4/10 The paper is a solid empirical contribution and comparative benchmark for practitioners, but applies well-established QLoRA techniques to existing models without introducing new algorithms or architectures. Its value is primarily practical validation and model selection guidance rather than methodological novelty.

Methodology

Select five SLMs (<3B parameters) from Google, Meta, and Alibaba; establish untuned baselines on CodeAlpaca-20k
Apply QLoRA (LoRA adapters + 4-bit quantization) to each model for fine-tuning on CodeAlpaca-20k, reducing memory and compute requirements
Evaluate all fine-tuned and baseline models using ROUGE-L metric, comparing against untuned SLMs and larger reference models like Phi-3 Mini 4K base

System Components

LoRA (Low-Rank Adaptation)

Injects trainable low-rank matrices into transformer layers, drastically reducing the number of trainable parameters while preserving model capacity

4-bit Quantization (QLoRA)

Quantizes the frozen base model weights to 4-bit precision, enabling fine-tuning of large(r) models on consumer-grade or edge hardware

CodeAlpaca-20k Dataset

A 20,000-sample instruction-following dataset for code generation used for fine-tuning and evaluation

ROUGE-L Metric

Longest common subsequence-based evaluation metric used to measure semantic and syntactic similarity between generated and reference code

SLM Zoo (Gemma 2B, LLaMA 3 1B/3B, Qwen2.5 1.5B/3B)

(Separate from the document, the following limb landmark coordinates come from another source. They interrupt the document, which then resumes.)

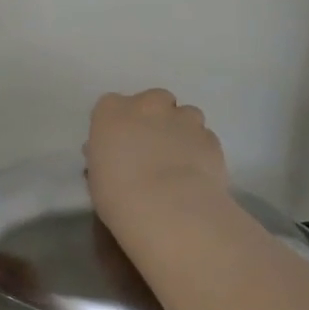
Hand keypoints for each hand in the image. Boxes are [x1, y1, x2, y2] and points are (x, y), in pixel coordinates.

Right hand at [84, 90, 230, 234]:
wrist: (169, 209)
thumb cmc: (119, 195)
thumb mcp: (98, 177)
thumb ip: (106, 157)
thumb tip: (113, 155)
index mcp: (112, 112)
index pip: (111, 105)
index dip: (118, 124)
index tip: (119, 143)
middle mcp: (148, 105)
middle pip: (153, 100)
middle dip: (154, 118)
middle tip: (151, 147)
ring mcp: (183, 119)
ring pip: (185, 115)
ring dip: (181, 130)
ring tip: (178, 160)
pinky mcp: (210, 138)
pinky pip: (204, 138)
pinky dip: (200, 149)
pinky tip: (196, 173)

The five small language models evaluated, representing diverse architectures and training regimes from major AI providers

Results

Model	Untuned ROUGE-L	QLoRA Fine-tuned ROUGE-L	Improvement
LLaMA 3 3B	Baseline	+54% over baseline	~54%
Qwen2.5 3B	Baseline	+55% over baseline	~55%
Fine-tuned SLMs vs Phi-3 Mini 4K base	Phi-3 Mini 4K (larger)	Fine-tuned SLMs exceed	Positive
Gemma 2B	Baseline	Improved (magnitude not specified)	N/A
LLaMA 3 1B / Qwen2.5 1.5B	Baseline	Improved (magnitude not specified)	N/A

Key Takeaways

QLoRA is a highly practical recipe for adapting sub-3B models to domain-specific code generation tasks with minimal hardware requirements, making it suitable for edge deployment and privacy-sensitive environments
Model size is not the primary determinant of code generation quality after fine-tuning — a well-tuned 3B model can outperform a larger untuned baseline, suggesting practitioners should prioritize fine-tuning over scaling
Qwen2.5 3B and LLaMA 3 3B show the strongest response to QLoRA fine-tuning (~55% ROUGE-L gain), making them the recommended SLM choices for code generation tasks under resource constraints

Abstract

Large language models (LLMs) have demonstrated impressive capabilities in code generation; however, their high computational demands, privacy limitations, and challenges in edge deployment restrict their practical use in domain-specific applications. This study explores the effectiveness of parameter efficient fine-tuning for small language models (SLMs) with fewer than 3 billion parameters. We adopt a hybrid approach that combines low-rank adaptation (LoRA) and 4-bit quantization (QLoRA) to reduce fine-tuning costs while preserving semantic consistency. Experiments on the CodeAlpaca-20k dataset reveal that SLMs fine-tuned with this method outperform larger baseline models, including Phi-3 Mini 4K base, in ROUGE-L. Notably, applying our approach to the LLaMA 3 3B and Qwen2.5 3B models yielded performance improvements of 54% and 55%, respectively, over untuned counterparts. We evaluate models developed by major artificial intelligence (AI) providers Google (Gemma 2B), Meta (LLaMA 3 1B/3B), and Alibaba (Qwen2.5 1.5B/3B) and show that parameter-efficient fine-tuning enables them to serve as cost-effective, high-performing alternatives to larger LLMs. These findings highlight the potential of SLMs as scalable solutions for domain-specific software engineering tasks, supporting broader adoption and democratization of neural code synthesis.